II. Perkembangan
Sistem Hukum di Indonesia dari Masa Sesudah Kemerdekaan – Reformasi
Setelah kemerdekaan, Indonesia bertekad
untuk membangun hukum nasional yang berdasarkan kepribadian bangsa
melalui pembangunan hukum. Secara umum hukum Indonesia diarahkan ke bentuk
hukum tertulis. Pada awal kemerdekaan dalam kondisi yang belum stabil, masih
belum dapat membuat peraturan untuk mengatur segala aspek kehidupan
bernegara.
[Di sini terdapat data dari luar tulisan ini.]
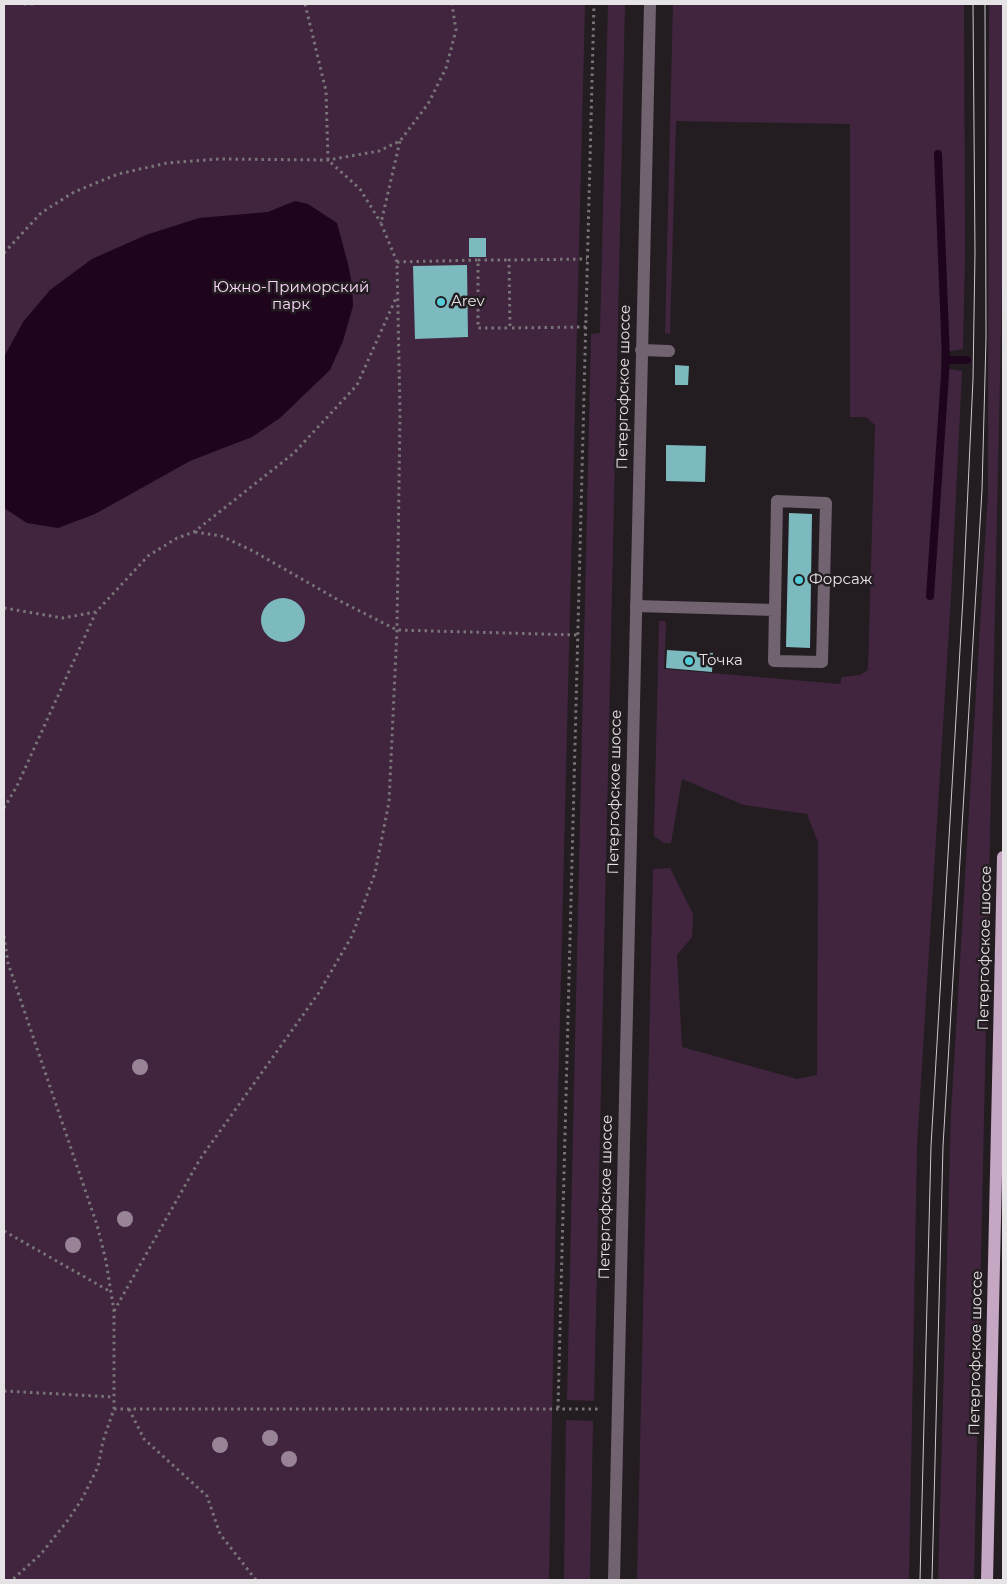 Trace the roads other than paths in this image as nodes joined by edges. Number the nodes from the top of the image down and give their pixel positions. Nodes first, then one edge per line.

Untuk mencegah kekosongan hukum, hukum lama masih berlaku dengan
dasar Pasal II Aturan Peralihan UUD 1945, Pasal 192 Konstitusi RIS (pada saat
berlakunya Konstitusi RIS) dan Pasal 142 UUDS 1950 (ketika berlaku UUDS 1950).
Sepanjang tahun 1945-1959 Indonesia menjalankan demokrasi liberal, sehingga
hukum yang ada cenderung bercorak responsif dengan ciri partisipatif,
aspiratif dan limitatif. Demokrasi liberal (atau demokrasi konstitusional)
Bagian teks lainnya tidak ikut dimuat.